Wine Review of Domaine de la Curniere Vacqueyras

Posted on by Kris



70% Grenache, 20% Syrah, 10% Mourvedre



Up until 1990, Vacqueyras [Vah-keh-rahss] was a simple Cote-du-Rhone Village, but the consistently high quality of wine being produced in the appellation, earned it an upgrade to Vacqueyras.

Vacqueyras wines often need several years of aging before their full potential is reached. The wines are often very powerful, with high alcohol to boot, but still fairly easy-drinking.

Like its more prestigious neighbors, Gigondas and Châteauneuf-du-Pape, the wines of Vacqueyras are permitted to use only a blend of the 13 grape varieties permitted in the region.
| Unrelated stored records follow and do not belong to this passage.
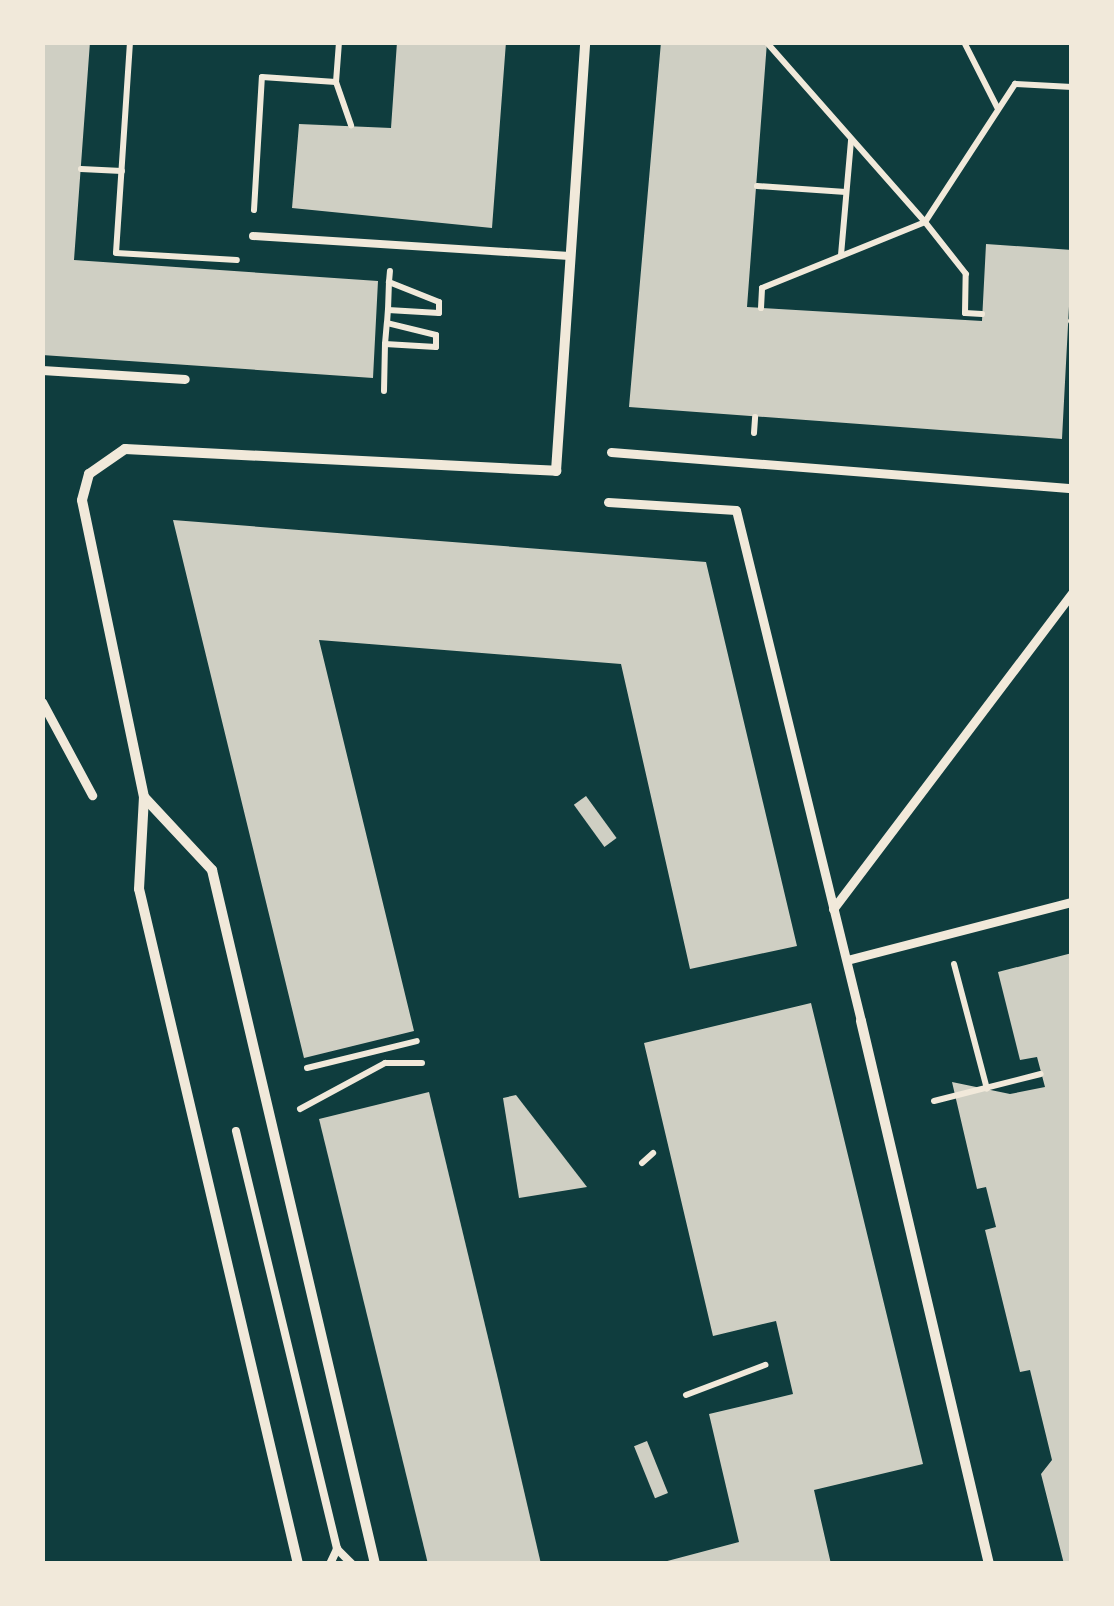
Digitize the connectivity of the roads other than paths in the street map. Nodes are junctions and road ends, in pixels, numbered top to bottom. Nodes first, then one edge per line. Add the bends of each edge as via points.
1 (584, 42) edge
2 (253, 236) road end
3 (569, 256) junction
4 (42, 370) edge
5 (185, 379) dead end
6 (611, 452) dead end
7 (1072, 488) edge
8 (608, 502) dead end
9 (1072, 593) edge
10 (42, 702) edge
11 (92, 794) dead end
12 (144, 797) junction
13 (1072, 902) edge
14 (833, 909) junction
15 (847, 960) junction
16 (861, 1021) joint
17 (236, 1131) dead end
18 (337, 1550) junction
19 (298, 1564) edge
20 (330, 1564) edge
21 (352, 1564) edge
22 (375, 1564) edge
23 (989, 1564) edge

1 - 3 street
2 - 3 lane
3 - 12 street via 556,471 179,448 104,456 82,500
4 - 5 street
6 - 7 street
8 - 14 street via 736,510
9 - 14 street
10 - 11 street
12 - 19 street via 139,888
12 - 22 street via 212,870
13 - 15 street
14 - 15 street
15 - 16 street
16 - 23 street
17 - 18 lane
18 - 20 lane
18 - 21 lane

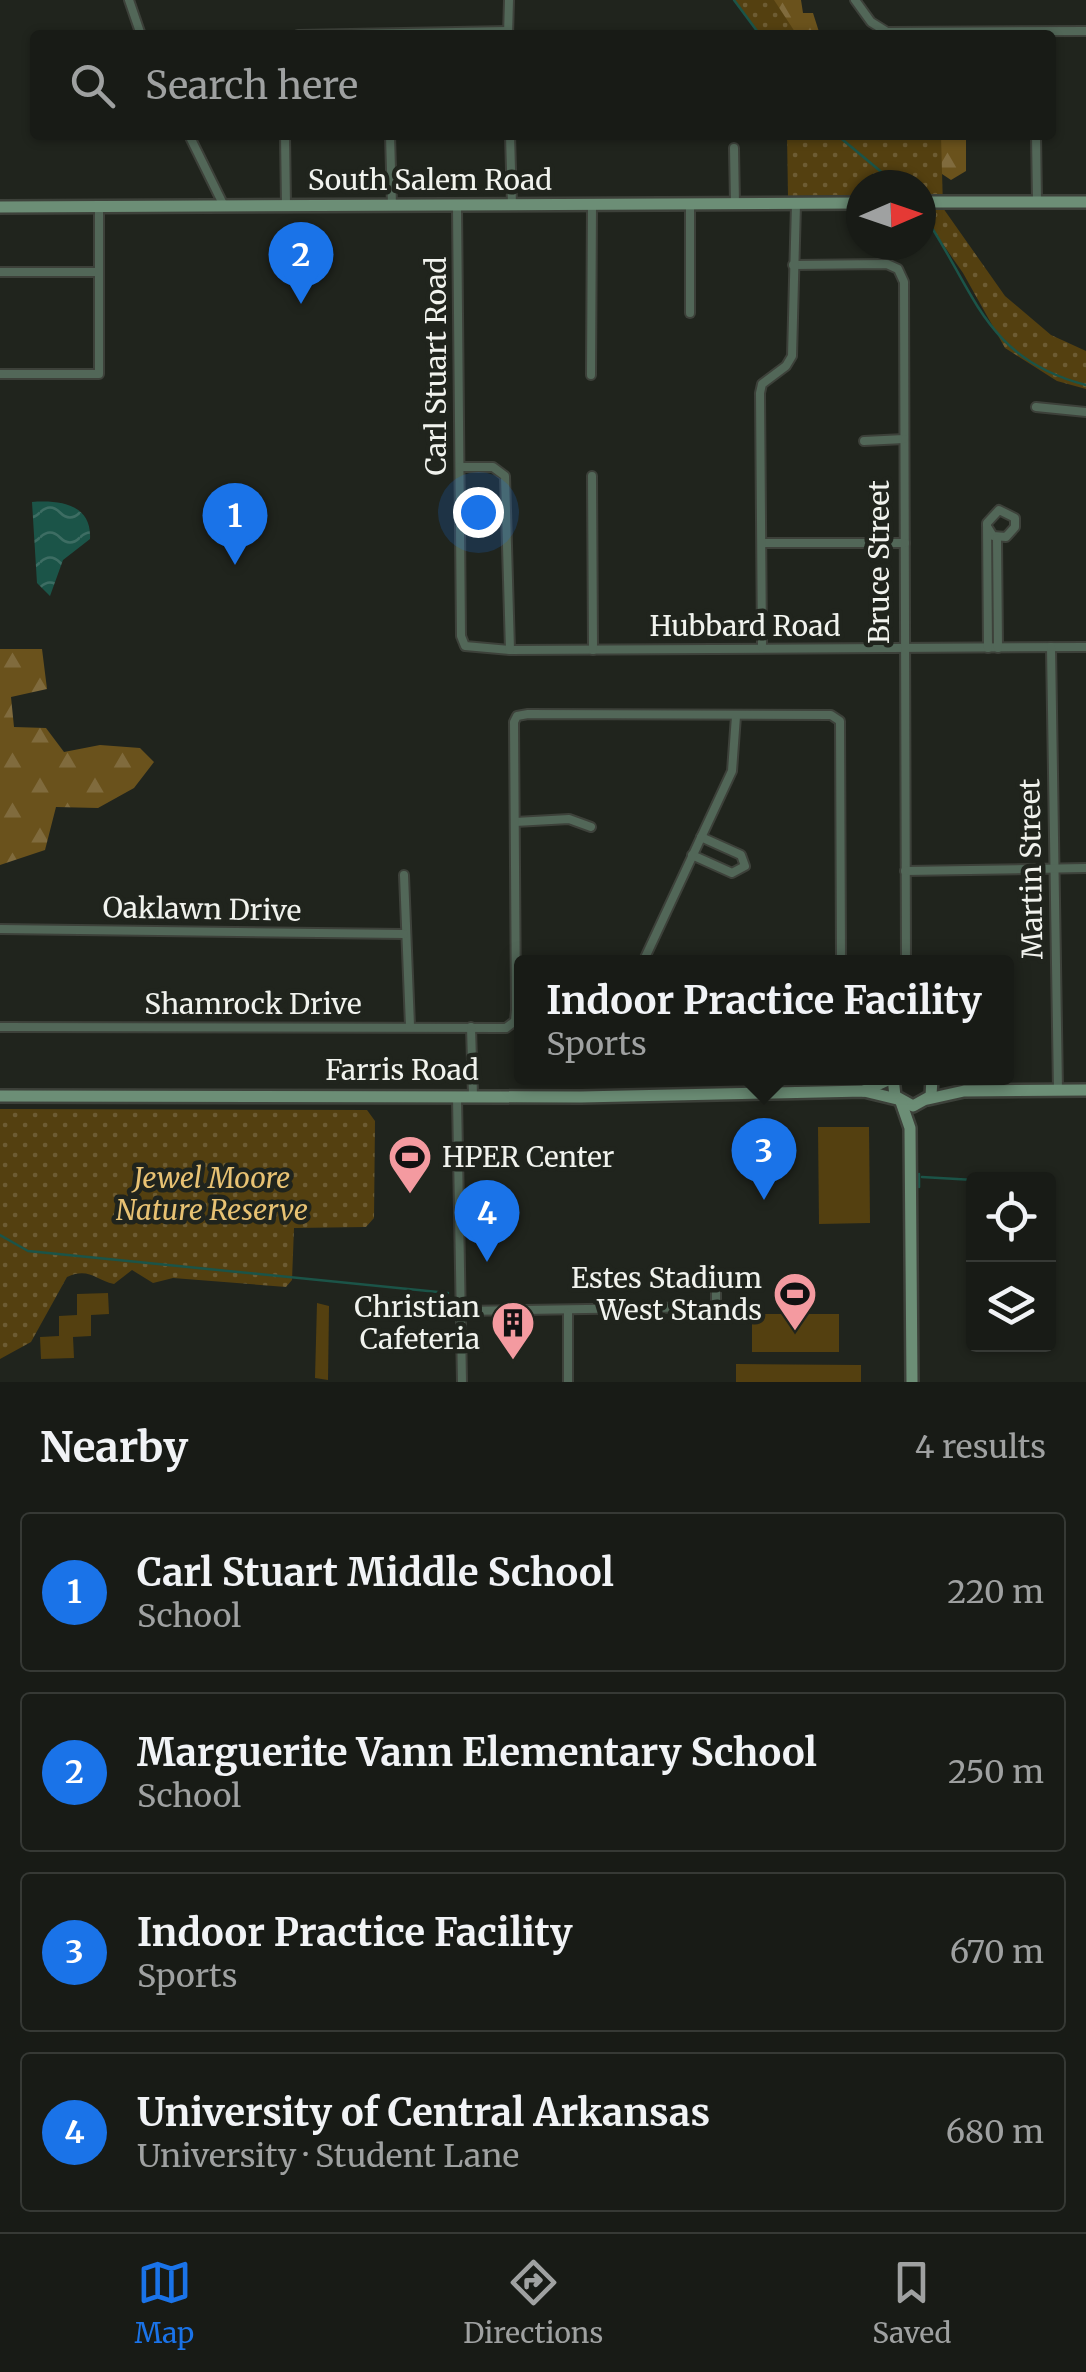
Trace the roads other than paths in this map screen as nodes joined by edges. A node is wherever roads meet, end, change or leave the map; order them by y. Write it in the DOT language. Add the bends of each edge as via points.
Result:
graph roads {
  1 [pos="128,0"];
  2 [pos="508,0"];
  3 [pos="855,0"];
  4 [pos="139,30"];
  5 [pos="508,30"];
  6 [pos="884,30"];
  7 [pos="1086,32"];
  8 [pos="1056,33"];
  9 [pos="191,140"];
  10 [pos="285,140"];
  11 [pos="390,140"];
  12 [pos="510,140"];
  13 [pos="1036,140"];
  14 [pos="734,148"];
  15 [pos="1036,201"];
  16 [pos="936,202"];
  17 [pos="1086,202"];
  18 [pos="846,203"];
  19 [pos="690,204"];
  20 [pos="734,204"];
  21 [pos="796,204"];
  22 [pos="392,205"];
  23 [pos="592,205"];
  24 [pos="224,206"];
  25 [pos="286,206"];
  26 [pos="458,206"];
  27 [pos="512,206"];
  28 [pos="0,207"];
  29 [pos="99,207"];
  30 [pos="794,265"];
  31 [pos="0,272"];
  32 [pos="99,272"];
  33 [pos="690,312"];
  34 [pos="0,374"];
  35 [pos="591,375"];
  36 [pos="1036,407"];
  37 [pos="1086,412"];
  38 [pos="904,440"];
  39 [pos="864,441"];
  40 [pos="460,467"];
  41 [pos="592,476"];
  42 [pos="988,528"];
  43 [pos="997,538"];
  44 [pos="762,543"];
  45 [pos="905,543"];
  46 [pos="466,646"];
  47 [pos="762,647"];
  48 [pos="1051,647"];
  49 [pos="1086,647"];
  50 [pos="905,648"];
  51 [pos="993,648"];
  52 [pos="510,650"];
  53 [pos="593,650"];
  54 [pos="736,716"];
  55 [pos="515,822"];
  56 [pos="591,827"];
  57 [pos="701,837"];
  58 [pos="692,856"];
  59 [pos="1054,868"];
  60 [pos="1086,868"];
  61 [pos="905,871"];
  62 [pos="404,875"];
  63 [pos="0,928"];
  64 [pos="404,934"];
  65 [pos="518,955"];
  66 [pos="646,955"];
  67 [pos="841,955"];
  68 [pos="906,955"];
  69 [pos="514,1022"];
  70 [pos="0,1026"];
  71 [pos="410,1026"];
  72 [pos="471,1027"];
  73 [pos="864,1085"];
  74 [pos="878,1085"];
  75 [pos="894,1085"];
  76 [pos="930,1085"];
  77 [pos="949,1085"];
  78 [pos="1058,1090"];
  79 [pos="1086,1090"];
  80 [pos="964,1091"];
  81 [pos="864,1092"];
  82 [pos="457,1095"];
  83 [pos="0,1096"];
  84 [pos="472,1096"];
  85 [pos="899,1100"];
  86 [pos="925,1101"];
  87 [pos="910,1128"];
  88 [pos="716,1281"];
  89 [pos="460,1312"];
  90 [pos="568,1312"];
  91 [pos="462,1382"];
  92 [pos="568,1382"];
  93 [pos="912,1382"];
  1 -- 4 [label="street"];
  2 -- 5 [label="street"];
  3 -- 6 [label="street"];
  7 -- 8 [label="street"];
  9 -- 24 [label="street"];
  10 -- 25 [label="street"];
  11 -- 22 [label="street"];
  12 -- 27 [label="street"];
  13 -- 15 [label="street"];
  14 -- 20 [label="street"];
  15 -- 16 [label="street"];
  15 -- 17 [label="street"];
  18 -- 21 [label="street, South Salem Road"];
  19 -- 20 [label="street, South Salem Road"];
  19 -- 23 [label="street, South Salem Road"];
  19 -- 33 [label="street"];
  20 -- 21 [label="street, South Salem Road"];
  21 -- 30 [label="street"];
  22 -- 25 [label="street, South Salem Road"];
  22 -- 26 [label="street, South Salem Road"];
  23 -- 27 [label="street, South Salem Road"];
  23 -- 35 [label="street"];
  24 -- 25 [label="street, South Salem Road"];
  24 -- 29 [label="street, South Salem Road"];
  26 -- 27 [label="street, South Salem Road"];
  26 -- 40 [label="street, Carl Stuart Road"];
  28 -- 29 [label="street, South Salem Road"];
  29 -- 32 [label="street"];
  30 -- 38 [label="street, Bruce Street" via="888,264 902,275"];
  30 -- 44 [label="street" via="792,356 760,393"];
  31 -- 32 [label="street"];
  32 -- 34 [label="street" via="99,374"];
  36 -- 37 [label="street"];
  38 -- 39 [label="street"];
  38 -- 45 [label="street, Bruce Street"];
  40 -- 46 [label="street, Carl Stuart Road"];
  40 -- 52 [label="street" via="493,467 506,476"];
  41 -- 53 [label="street"];
  42 -- 43 [label="street"];
  42 -- 43 [label="street" via="994,511 1012,514 1014,532"];
  42 -- 51 [label="street"];
  43 -- 51 [label="street"];
  44 -- 45 [label="street"];
  44 -- 47 [label="street"];
  45 -- 50 [label="street, Bruce Street"];
  46 -- 52 [label="street, Hubbard Road"];
  47 -- 50 [label="street, Hubbard Road"];
  47 -- 53 [label="street, Hubbard Road"];
  48 -- 49 [label="street, Hubbard Road"];
  48 -- 51 [label="street, Hubbard Road"];
  48 -- 59 [label="street, Martin Street"];
  50 -- 51 [label="street, Hubbard Road"];
  50 -- 61 [label="street, Bruce Street"];
  52 -- 53 [label="street, Hubbard Road"];
  54 -- 55 [label="street" via="517,716"];
  54 -- 57 [label="street" via="732,771"];
  54 -- 67 [label="street" via="831,715 840,721"];
  55 -- 56 [label="street" via="569,819"];
  55 -- 65 [label="street"];
  57 -- 58 [label="street"];
  57 -- 58 [label="street" via="741,855 745,866 732,873"];
  58 -- 66 [label="street"];
  59 -- 60 [label="street"];
  59 -- 61 [label="street"];
  59 -- 78 [label="street, Martin Street"];
  61 -- 68 [label="street, Bruce Street"];
  62 -- 64 [label="street"];
  63 -- 64 [label="street, Oaklawn Drive"];
  64 -- 71 [label="street"];
  69 -- 72 [label="street, Shamrock Drive" via="506,1028"];
  70 -- 71 [label="street, Shamrock Drive"];
  71 -- 72 [label="street, Shamrock Drive"];
  72 -- 84 [label="street"];
  73 -- 81 [label="street"];
  74 -- 81 [label="street, Farris Road"];
  75 -- 85 [label="street"];
  76 -- 86 [label="street"];
  77 -- 80 [label="street"];
  78 -- 79 [label="street"];
  78 -- 80 [label="street"];
  80 -- 86 [label="street"];
  81 -- 84 [label="street, Farris Road"];
  81 -- 85 [label="street, Farris Road"];
  82 -- 83 [label="street, Farris Road"];
  82 -- 84 [label="street, Farris Road"];
  82 -- 89 [label="street"];
  85 -- 86 [label="street, Farris Road"];
  85 -- 87 [label="street"];
  86 -- 87 [label="street"];
  87 -- 93 [label="street"];
  88 -- 90 [label="street" via="712,1307"];
  89 -- 90 [label="street"];
  89 -- 91 [label="street"];
  90 -- 92 [label="street"];
}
These grapes are: Grenache, Syrah, Mourvèdre, Cinsault, Muscardin, Cournoise, Clairette, Bourboulenc, Picpoul, Roussanne, Terret Noir, Picardan, Vaccarese. Quite the mouthful!

Don’t spend too long getting to know all 13 grapes. Usually, Vacqueyras wines are a of minimum 50% Grenache, with 20% Syrah and/or Mourvèdre, and a dash of  Cinsault.

Grenache is the main grape in many Rhone blends and Cotes du Rhone wines. It is one of the world’s most widely-planted grapes, and produces wines that are a true expression of the region where it is grown.

France wine map


Vacqueyras is located toward the southern end of the Rhône Valley in France, and produces a majority red wine with a small amount of white and rose.

Wine has been produced in Vacqueyras since the 15th century.

The red wine from Vacqueyras can be much like the wines from Gigondas but for some reason Vacqueyras rarely manages to match their northern sibling.

The climate in the region is Mediterranean, and it yields a long, hot, dry growing season which ensures optimum ripeness for grapes in its vineyards.

Tasting Notes

It’s been more than a year since I tasted a Vacqueyras. The Domaine de la Curniere is very aromatic on the nose, quite concentrated, showing dark berries, strawberry and dried herbs. Needed plenty of swirling to get it to open.
The oak is fairly prevalent up front on the palate. Anise, strawberry, cassis and plenty of tannin and acidity, leading me to believe it could do with a few more years in the bottle. Very chewy. Certainly needs food, and make sure you decant!

Food Pairing

I’m going to strongly suggest you pair the Domaine de la Curniere with food, or you don’t drink at all! Try grilled red meats, chicken liver pate, lamb, rabbit, escargot and cassoulets.